(Records from a collection)
● ● ●

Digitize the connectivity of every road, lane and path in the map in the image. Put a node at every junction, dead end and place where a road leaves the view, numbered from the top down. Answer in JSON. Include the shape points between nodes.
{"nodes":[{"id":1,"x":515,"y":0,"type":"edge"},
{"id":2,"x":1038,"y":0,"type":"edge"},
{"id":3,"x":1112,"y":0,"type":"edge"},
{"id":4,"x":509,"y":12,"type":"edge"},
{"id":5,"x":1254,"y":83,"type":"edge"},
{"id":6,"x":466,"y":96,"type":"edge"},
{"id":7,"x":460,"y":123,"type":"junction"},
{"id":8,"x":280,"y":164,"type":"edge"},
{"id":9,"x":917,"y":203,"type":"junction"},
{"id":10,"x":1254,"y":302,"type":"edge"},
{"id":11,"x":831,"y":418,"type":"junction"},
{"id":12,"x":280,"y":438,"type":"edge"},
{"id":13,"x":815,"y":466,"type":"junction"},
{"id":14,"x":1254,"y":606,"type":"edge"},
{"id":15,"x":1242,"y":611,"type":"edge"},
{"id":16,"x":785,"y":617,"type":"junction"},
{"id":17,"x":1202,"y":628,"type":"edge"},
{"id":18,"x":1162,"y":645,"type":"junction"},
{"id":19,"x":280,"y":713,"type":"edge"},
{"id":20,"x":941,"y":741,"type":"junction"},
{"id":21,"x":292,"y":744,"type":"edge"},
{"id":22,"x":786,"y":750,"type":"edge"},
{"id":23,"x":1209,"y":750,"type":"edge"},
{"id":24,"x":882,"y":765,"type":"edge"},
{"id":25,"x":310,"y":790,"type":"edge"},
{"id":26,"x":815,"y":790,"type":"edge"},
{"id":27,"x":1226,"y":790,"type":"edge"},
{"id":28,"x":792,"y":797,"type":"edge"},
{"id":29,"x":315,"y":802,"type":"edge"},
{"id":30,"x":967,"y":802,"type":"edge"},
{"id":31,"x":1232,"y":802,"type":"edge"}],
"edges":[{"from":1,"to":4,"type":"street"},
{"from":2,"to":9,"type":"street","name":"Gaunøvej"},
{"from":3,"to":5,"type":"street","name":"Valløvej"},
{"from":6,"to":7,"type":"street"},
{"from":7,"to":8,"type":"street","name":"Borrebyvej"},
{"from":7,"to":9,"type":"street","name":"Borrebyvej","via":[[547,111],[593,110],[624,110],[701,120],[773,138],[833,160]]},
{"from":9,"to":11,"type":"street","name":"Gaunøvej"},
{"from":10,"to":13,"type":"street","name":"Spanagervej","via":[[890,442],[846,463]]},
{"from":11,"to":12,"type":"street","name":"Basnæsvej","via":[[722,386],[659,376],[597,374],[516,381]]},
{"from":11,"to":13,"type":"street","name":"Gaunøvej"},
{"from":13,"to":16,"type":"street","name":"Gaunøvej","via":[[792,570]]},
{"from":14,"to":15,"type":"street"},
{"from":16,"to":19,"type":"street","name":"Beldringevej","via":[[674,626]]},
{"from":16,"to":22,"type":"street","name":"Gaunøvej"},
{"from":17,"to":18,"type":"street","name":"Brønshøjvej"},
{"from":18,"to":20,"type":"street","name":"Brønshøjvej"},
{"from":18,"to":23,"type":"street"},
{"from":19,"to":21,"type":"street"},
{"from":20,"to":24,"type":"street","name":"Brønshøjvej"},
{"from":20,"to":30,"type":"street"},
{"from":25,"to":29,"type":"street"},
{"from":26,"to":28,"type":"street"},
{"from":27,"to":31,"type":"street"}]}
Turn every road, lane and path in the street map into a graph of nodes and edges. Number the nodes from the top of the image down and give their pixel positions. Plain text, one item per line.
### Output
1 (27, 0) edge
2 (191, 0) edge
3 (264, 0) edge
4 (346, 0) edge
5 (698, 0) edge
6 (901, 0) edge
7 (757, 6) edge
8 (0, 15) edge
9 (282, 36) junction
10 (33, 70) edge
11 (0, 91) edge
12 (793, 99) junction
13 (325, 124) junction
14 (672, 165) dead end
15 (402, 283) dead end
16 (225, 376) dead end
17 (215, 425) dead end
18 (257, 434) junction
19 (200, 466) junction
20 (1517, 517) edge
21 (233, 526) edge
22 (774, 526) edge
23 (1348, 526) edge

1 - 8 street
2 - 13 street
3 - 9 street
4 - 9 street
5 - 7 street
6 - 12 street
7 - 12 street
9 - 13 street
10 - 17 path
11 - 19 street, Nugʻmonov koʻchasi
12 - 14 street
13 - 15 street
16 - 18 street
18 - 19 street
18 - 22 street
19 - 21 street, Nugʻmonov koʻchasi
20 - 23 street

● ● ●

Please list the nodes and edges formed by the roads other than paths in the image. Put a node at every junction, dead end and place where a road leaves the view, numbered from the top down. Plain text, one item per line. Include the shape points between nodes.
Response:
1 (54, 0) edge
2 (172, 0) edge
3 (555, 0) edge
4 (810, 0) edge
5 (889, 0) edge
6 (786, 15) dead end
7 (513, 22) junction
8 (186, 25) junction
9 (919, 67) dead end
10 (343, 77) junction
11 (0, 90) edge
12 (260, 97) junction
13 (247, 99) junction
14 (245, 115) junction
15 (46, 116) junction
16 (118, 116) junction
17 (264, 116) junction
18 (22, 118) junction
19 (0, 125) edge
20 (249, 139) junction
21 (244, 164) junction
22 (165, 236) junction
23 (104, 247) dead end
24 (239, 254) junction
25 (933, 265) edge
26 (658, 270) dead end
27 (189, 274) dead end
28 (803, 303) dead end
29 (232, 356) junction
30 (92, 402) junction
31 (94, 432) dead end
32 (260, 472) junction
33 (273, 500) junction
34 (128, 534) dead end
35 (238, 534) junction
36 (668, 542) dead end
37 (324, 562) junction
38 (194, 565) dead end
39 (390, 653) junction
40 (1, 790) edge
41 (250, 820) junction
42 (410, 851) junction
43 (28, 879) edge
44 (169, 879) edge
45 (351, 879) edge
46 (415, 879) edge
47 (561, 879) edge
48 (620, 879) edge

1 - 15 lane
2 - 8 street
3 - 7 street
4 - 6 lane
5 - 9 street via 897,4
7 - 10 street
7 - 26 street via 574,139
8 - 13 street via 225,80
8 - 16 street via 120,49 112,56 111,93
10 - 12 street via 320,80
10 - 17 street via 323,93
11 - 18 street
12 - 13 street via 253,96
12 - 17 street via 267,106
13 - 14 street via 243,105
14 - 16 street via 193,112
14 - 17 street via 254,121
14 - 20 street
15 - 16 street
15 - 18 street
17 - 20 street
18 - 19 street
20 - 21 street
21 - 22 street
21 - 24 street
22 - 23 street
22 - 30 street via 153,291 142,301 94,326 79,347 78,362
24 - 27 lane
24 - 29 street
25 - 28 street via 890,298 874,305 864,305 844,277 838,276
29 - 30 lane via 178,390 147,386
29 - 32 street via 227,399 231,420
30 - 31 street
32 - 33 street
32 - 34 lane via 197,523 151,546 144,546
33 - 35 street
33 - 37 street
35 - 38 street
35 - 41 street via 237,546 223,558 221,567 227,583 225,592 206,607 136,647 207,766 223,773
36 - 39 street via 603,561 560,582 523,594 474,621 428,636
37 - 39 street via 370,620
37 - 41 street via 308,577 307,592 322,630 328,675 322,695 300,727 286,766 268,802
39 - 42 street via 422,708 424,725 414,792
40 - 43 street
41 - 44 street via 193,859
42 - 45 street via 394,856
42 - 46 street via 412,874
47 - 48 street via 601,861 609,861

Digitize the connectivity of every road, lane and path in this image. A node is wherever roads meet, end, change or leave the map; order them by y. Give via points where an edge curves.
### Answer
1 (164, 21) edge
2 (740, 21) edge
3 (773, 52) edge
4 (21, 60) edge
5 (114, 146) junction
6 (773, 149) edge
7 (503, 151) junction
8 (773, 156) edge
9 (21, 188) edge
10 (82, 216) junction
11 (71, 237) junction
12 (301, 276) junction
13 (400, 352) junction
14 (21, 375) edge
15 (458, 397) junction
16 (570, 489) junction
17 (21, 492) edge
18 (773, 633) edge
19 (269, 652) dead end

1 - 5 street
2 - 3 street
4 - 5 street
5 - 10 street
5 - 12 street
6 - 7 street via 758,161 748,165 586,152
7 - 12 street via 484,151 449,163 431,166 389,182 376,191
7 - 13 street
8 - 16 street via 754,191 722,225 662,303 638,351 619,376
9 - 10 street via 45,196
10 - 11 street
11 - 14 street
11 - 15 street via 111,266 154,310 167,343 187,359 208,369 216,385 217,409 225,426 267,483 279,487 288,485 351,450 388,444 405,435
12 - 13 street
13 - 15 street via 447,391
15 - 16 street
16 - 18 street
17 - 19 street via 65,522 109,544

● ● ●

**What the task requires**
Find each line in the records above that contains "Brønshøjvej", and copy it.

**Solution below**
{"from":17,"to":18,"type":"street","name":"Brønshøjvej"},
{"from":18,"to":20,"type":"street","name":"Brønshøjvej"},
{"from":20,"to":24,"type":"street","name":"Brønshøjvej"},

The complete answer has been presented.